Si può anche stare su una palafitta
con in mano una ghianda.
E’ l’infinito, sai.
E cosa c’è di più impersonale
che piegare sul lavandino gli occhi
e cavarne due uova di vetro –

tu non guardarmi mai mentre insapono
sconfitta le viti da conficcare
ai piedi, il cuore stretto in una ghianda.

E l’infinito?
Niente.

E’ aperta la stagione della caccia.

*

Ora che il greto è vuoto non è grembo
per violini d’acqua e piccole rane
infami. Lo credi un viale di ghiaie
curvo, senza l’affanno per il mare –
il grafo della fame.
E grandine e calura e abreazione:
sarà il verso della ghiandaia, pensi,
mentre misuri il polso all’infezione,
che proviene dalle ossa del gelso,
qui, dietro lo scafo.

*

Fai silenzio, lasciami arrampicare
lungo le tue cortecce lisce d’olmo
adolescente, che importa se aprile
è passato, se hanno spostato i campi
di coriandolo e lavanda dall’altra
parte del mondo, che importa.

Non sai che i boschi sono chiese senza
un tetto, create dai mantra di insetti
notturni.

Al buio s’infilano tra i pensieri
di muschio cresciuti sulle pietre
che cadono dai sogni
dei cercatori di funghi
e di parole.

Giorgia Meriggi è nata a Milano nel 1966.

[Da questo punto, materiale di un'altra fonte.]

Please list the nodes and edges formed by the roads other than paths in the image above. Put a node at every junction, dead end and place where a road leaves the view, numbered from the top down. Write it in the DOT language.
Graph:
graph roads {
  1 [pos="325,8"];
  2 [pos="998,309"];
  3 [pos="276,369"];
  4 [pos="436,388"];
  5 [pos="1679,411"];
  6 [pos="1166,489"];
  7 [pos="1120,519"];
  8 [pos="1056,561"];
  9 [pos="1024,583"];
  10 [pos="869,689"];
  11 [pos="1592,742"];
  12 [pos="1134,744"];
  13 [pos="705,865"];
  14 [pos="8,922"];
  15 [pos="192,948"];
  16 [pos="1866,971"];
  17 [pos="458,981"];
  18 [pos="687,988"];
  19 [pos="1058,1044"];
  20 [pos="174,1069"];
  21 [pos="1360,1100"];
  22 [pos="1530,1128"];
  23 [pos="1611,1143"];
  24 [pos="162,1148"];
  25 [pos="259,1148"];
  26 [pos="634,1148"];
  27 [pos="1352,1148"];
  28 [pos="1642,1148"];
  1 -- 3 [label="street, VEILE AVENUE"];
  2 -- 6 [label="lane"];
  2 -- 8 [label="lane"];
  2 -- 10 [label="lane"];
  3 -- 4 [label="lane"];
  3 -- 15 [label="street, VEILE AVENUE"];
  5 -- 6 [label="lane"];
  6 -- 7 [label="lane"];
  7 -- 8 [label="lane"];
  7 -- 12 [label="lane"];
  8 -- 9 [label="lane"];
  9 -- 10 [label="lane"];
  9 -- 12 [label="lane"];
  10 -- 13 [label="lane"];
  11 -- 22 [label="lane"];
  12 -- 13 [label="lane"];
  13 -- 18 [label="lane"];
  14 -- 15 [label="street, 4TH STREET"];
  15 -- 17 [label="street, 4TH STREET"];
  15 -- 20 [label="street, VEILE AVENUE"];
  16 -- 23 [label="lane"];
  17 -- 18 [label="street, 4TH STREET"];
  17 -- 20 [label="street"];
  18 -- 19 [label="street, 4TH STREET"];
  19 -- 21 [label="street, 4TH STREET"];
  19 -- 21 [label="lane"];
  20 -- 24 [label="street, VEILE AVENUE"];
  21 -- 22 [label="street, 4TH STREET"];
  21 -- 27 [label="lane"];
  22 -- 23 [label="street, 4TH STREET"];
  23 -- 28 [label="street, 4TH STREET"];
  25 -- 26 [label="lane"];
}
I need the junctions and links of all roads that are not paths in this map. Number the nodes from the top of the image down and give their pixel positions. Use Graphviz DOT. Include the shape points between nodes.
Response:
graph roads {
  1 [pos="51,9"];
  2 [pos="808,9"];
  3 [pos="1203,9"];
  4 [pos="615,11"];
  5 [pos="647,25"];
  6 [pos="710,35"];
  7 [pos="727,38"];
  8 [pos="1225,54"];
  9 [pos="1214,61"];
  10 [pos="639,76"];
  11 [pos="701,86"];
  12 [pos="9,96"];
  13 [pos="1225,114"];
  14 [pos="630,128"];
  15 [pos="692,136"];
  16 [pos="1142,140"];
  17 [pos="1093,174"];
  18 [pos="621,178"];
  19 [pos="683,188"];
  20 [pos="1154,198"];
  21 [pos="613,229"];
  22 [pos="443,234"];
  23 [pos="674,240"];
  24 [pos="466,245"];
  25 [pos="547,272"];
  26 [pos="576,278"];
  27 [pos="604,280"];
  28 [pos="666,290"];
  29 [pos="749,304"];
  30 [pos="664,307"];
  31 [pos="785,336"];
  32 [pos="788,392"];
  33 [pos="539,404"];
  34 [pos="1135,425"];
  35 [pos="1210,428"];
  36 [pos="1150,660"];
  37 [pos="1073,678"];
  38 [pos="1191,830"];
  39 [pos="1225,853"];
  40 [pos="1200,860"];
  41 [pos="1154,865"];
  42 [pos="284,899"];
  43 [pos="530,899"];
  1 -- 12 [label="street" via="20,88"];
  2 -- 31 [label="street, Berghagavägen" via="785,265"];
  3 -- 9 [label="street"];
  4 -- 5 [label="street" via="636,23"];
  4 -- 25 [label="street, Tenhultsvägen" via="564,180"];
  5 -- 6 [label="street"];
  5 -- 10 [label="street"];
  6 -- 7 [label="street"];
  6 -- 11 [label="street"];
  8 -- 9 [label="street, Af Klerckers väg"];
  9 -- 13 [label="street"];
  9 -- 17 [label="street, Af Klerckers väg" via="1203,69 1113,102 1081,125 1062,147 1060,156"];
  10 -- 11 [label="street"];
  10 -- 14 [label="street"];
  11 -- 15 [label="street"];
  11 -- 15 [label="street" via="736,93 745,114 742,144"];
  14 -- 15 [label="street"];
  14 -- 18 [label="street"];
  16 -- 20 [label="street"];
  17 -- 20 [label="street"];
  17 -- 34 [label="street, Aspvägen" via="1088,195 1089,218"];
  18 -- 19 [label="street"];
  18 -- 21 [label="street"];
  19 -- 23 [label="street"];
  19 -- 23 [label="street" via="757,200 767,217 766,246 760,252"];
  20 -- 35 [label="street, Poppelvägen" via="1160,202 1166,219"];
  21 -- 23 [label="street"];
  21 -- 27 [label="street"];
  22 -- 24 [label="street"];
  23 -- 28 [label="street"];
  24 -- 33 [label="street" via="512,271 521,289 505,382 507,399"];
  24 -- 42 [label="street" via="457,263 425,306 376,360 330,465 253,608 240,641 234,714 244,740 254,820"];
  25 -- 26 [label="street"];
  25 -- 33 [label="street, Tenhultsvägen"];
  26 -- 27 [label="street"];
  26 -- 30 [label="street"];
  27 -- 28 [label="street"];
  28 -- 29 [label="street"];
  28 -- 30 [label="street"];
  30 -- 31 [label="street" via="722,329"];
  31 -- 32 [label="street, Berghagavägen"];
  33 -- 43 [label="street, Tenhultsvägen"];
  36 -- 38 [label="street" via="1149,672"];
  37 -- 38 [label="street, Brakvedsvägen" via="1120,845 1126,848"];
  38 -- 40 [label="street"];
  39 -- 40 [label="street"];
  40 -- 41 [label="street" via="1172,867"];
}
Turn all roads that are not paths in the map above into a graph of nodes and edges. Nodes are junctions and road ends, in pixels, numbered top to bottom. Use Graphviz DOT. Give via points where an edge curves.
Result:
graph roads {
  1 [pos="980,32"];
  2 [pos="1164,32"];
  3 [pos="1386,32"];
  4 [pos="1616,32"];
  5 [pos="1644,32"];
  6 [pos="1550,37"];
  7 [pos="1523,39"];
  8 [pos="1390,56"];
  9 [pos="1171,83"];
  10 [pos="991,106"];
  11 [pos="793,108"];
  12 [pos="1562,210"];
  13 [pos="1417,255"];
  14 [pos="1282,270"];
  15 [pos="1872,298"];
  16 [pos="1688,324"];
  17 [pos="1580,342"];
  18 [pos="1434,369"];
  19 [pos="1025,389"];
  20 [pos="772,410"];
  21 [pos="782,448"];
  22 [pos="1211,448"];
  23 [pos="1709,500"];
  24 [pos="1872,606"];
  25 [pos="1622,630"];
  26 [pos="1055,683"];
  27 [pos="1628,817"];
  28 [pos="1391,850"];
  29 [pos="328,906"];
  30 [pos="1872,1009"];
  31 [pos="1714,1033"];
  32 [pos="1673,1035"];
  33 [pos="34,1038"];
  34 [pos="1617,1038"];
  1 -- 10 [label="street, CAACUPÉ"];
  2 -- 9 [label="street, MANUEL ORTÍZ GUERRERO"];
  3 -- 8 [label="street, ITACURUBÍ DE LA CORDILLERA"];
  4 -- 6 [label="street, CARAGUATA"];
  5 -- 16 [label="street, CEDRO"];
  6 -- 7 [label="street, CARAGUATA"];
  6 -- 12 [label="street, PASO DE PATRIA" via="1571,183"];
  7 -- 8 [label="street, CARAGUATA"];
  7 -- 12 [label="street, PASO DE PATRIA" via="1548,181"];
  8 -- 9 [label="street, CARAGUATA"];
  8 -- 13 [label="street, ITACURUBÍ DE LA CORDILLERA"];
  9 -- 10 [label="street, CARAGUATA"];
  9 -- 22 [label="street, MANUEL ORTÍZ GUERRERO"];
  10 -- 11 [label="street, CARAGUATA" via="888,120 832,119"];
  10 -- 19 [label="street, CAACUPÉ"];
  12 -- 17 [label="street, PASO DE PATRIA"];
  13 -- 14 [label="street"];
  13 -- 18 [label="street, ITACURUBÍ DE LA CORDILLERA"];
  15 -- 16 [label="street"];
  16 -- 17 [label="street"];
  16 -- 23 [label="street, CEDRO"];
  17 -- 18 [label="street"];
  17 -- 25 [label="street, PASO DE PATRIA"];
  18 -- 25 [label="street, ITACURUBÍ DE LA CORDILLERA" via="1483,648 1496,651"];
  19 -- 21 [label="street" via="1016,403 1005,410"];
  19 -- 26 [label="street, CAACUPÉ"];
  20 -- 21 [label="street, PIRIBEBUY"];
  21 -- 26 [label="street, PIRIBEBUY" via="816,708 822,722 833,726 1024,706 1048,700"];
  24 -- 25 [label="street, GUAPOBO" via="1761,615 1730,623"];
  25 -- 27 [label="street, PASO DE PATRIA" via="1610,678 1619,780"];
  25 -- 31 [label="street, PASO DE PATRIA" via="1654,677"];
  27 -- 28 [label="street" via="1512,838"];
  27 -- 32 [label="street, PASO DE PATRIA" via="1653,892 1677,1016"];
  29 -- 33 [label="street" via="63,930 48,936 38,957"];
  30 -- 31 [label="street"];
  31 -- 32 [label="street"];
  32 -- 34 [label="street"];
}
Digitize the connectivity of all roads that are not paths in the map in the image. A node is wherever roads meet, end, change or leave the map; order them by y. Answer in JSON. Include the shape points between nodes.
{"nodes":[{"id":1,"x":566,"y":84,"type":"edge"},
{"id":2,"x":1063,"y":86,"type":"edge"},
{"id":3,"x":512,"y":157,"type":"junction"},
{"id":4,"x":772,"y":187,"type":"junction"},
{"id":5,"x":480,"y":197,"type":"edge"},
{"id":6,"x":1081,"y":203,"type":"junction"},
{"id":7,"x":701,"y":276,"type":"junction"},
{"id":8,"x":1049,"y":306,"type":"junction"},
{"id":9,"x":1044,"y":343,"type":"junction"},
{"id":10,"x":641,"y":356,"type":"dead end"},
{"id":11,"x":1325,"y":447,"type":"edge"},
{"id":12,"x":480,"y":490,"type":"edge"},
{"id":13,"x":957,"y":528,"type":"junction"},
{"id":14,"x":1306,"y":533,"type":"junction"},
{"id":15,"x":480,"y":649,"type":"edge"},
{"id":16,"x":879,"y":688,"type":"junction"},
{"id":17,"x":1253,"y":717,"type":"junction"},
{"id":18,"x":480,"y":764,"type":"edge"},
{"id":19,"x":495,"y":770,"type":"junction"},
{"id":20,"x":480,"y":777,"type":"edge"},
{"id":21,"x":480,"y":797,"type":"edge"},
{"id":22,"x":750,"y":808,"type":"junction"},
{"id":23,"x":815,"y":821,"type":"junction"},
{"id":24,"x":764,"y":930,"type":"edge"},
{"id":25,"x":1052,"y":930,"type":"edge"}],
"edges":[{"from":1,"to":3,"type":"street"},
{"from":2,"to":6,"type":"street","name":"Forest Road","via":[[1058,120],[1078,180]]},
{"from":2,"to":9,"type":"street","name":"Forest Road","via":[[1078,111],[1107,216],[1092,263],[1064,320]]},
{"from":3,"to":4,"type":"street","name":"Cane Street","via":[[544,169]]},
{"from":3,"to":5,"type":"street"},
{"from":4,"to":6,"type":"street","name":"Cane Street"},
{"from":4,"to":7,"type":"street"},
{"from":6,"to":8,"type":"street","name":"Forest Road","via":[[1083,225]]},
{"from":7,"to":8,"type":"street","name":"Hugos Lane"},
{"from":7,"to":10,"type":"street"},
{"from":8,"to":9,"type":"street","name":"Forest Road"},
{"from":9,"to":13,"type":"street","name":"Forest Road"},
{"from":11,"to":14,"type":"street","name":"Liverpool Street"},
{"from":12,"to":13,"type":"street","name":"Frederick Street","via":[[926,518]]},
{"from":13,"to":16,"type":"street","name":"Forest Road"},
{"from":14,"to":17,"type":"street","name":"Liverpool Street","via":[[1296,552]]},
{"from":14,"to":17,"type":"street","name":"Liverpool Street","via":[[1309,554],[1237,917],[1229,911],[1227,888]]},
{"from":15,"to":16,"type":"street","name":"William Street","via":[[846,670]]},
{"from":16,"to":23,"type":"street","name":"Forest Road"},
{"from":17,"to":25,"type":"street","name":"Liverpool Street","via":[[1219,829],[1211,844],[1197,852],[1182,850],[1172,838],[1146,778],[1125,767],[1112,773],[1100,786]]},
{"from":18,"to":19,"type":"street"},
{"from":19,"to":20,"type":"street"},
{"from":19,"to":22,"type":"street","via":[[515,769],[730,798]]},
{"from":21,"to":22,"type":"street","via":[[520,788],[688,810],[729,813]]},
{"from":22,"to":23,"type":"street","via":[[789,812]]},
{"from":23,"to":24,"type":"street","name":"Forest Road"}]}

Laureata in filosofia, con una tesi dal titolo “Corpo, ragione, passioni nei romanzi libertini di D.A.F. de Sade”,  vive a Milano. Con Stampa Alternativa ha pubblicato nel 2012 Comizi d’amore, insieme a Paolo Pedote. Riparare il viola (Marco Saya Edizioni, 2017) è la sua prima raccolta monografica.